La dame s’en alla comme un destin et la petite Zeyna se promena dans les ruelles de son village. Tout à coup, elle vit une foule, par curiosité, elle s’approcha. Elle vit un homme abattu, traîné par terre, les habits déchirés. Étonnée, elle resta comme une statuette, ouvrit gros les yeux. Elle ne pouvait plus se retenir sans ne rien dire et elle s’insurgea en criant :
— Ça suffit ! ne pensez-vous pas que vous allez trop loin.
Quelle audace ! tu es culottée petite insolente mal élevée, dit une vieille dame en se faisant aider par les autres. Elle ne leur répondit guère tout en continuant ses propos. Un garçon à côté lui dit :
— C’est un voleur, donc il mérite son sort. Si toi aussi t’avais fait pareil, on te fera pareil.
— Je ne vous contre dis pas, mais, qu’est-ce qui vous prouve qu’il a volé ? Qui l’a vu ?
Tout le monde se mêla de l’affaire, les cris par ci, les insultes par-là, les injures de ce côté, les menaces de l’autre côté, personne ne s’écoutait. Un vieillard qui était à côté avait pris le temps d’observer la scène et soudainement il s’avança avec une canne à la main en criant.

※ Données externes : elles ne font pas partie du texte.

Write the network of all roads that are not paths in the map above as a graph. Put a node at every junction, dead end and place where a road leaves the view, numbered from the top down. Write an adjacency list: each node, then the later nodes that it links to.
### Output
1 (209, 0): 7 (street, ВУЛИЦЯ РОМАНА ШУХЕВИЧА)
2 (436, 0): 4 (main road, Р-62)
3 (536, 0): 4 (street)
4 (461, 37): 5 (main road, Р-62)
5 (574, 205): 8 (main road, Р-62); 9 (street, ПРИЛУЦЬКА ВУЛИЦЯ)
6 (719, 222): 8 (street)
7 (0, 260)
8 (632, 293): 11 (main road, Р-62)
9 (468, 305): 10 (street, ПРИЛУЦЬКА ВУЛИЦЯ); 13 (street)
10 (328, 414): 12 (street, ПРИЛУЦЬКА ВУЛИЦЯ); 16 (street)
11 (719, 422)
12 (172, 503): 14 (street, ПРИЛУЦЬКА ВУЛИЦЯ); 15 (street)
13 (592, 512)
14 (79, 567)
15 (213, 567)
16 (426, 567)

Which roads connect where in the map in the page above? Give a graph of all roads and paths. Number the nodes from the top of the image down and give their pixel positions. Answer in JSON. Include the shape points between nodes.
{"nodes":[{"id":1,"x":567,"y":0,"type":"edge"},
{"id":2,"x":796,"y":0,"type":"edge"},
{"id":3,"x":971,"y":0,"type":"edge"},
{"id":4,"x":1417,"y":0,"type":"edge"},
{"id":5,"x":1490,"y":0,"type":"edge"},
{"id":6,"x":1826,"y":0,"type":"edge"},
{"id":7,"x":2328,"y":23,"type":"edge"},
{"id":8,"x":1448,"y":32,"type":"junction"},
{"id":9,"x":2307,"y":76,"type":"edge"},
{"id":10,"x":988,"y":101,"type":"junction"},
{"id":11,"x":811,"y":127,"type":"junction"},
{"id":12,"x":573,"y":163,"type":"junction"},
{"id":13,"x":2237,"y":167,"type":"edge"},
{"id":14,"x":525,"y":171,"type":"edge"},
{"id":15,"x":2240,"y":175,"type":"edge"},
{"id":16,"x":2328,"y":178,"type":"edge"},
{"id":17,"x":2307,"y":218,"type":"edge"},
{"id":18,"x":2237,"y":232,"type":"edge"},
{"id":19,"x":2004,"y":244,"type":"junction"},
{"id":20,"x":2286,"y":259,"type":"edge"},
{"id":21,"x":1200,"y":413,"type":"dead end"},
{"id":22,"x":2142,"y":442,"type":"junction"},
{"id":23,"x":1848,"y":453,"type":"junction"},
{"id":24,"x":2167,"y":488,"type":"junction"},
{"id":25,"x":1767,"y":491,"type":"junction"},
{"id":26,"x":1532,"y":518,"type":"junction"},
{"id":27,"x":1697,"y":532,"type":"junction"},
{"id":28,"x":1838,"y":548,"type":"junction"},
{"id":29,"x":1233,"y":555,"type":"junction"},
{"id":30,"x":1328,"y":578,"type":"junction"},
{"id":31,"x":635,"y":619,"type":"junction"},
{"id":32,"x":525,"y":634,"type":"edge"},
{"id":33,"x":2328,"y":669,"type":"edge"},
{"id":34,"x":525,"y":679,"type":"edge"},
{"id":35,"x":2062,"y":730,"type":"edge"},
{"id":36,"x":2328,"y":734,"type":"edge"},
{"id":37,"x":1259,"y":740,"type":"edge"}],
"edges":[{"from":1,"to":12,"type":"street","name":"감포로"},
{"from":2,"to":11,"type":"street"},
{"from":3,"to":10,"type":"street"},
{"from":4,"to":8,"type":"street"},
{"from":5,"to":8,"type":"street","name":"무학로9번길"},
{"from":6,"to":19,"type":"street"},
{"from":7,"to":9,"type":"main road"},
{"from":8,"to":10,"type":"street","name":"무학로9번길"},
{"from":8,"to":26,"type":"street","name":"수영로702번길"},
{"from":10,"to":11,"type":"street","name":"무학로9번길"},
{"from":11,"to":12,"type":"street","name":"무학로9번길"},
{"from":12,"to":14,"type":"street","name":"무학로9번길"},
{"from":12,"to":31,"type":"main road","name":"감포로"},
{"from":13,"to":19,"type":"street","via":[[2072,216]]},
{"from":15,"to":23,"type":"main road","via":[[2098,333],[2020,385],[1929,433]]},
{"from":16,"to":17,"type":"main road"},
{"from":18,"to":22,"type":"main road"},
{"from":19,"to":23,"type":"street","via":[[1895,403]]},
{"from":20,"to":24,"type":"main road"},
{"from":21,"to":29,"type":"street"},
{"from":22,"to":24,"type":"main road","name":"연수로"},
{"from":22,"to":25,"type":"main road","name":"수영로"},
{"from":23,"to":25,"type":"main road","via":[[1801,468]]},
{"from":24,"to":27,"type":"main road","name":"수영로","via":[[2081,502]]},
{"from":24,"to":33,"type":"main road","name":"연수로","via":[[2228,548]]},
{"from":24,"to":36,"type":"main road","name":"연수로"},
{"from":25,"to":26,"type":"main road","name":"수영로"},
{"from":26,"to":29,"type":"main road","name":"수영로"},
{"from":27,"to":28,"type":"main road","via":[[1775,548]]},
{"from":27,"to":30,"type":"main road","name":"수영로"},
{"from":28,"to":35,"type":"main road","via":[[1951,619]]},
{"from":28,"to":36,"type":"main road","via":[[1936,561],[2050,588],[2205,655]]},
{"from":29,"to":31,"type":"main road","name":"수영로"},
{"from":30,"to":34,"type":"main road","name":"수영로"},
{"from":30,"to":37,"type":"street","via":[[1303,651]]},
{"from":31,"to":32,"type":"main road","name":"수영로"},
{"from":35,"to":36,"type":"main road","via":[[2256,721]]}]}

— Pouvez-vous vous calmer ?
Le silence revenait, la petite Zeyna très audacieuse prit la parole.
— Enfin un sage qui pourra trancher.
— Ferme-la ! depuis quand les enfants se mêlent de la discussion des adultes. En fait, l’ancien le jeune homme-là est un voleur recherché, il a volé le téléphone de cette pauvre fille.
— Tu as des preuves ? demanda le vieux.
Personne n’osa ouvrir sa bouche pour répondre et la dame baissa la tête avec sa main droite sur sa nuque. Un homme répliqua de l’autre côté :
— On a composé le numéro de téléphone de la fille et il s’avère qu’il se trouvait dans son sachet. On l’a su à cause de la sonnerie. Alors ceci n’est-il pas suffisant comme preuve ?
Les hurles recommencèrent chacun parlèrent de son côté on entendit le bruit partout le vieux frappa sa canne deux fois au sol et le silence revint.
— Cela ne suffit pas, fallait demander au jeune homme sa version des faits pour voir ce qu’il dira et là on verra ? dit le vieillard. Laissez-le s’exprimer maintenant au moins vous lui devez cela non.
Le vieillard l’interrogea :
— Comment le téléphone s’est retrouvé dans votre sachet ?
— Ancien, celui-là n’est qu’un voleur, il ne mérite pas de se prononcer, dit la victime.
— Chacun a droit de s’exprimer, laisse-le nous racontez sa version tout comme toi.
— Merci ancien de me donner l’occasion de m’exprimer pour éclaircir les faits. Je vais tout vous dire. La dame que voici était ma promise, mais elle m’a tourné le dos dès qu’elle en a eu l’occasion. Je ne suis qu’un fils de paysan et lorsque le nouveau boutiquier l’a vue il est tombé sous son charme et a fini par la courtiser, à cause de sa richesse elle a accepté en mangeant son argent, il l’a financée ainsi que sa famille. Le boutiquier en a profité et l’a engrossée.
La victime l’arrêta et lui fit :
— Cela n’a rien à voir avec cette affaire et ceci ne justifie pas ton acte.
— Laisse-le finir et on saura, dit le sage.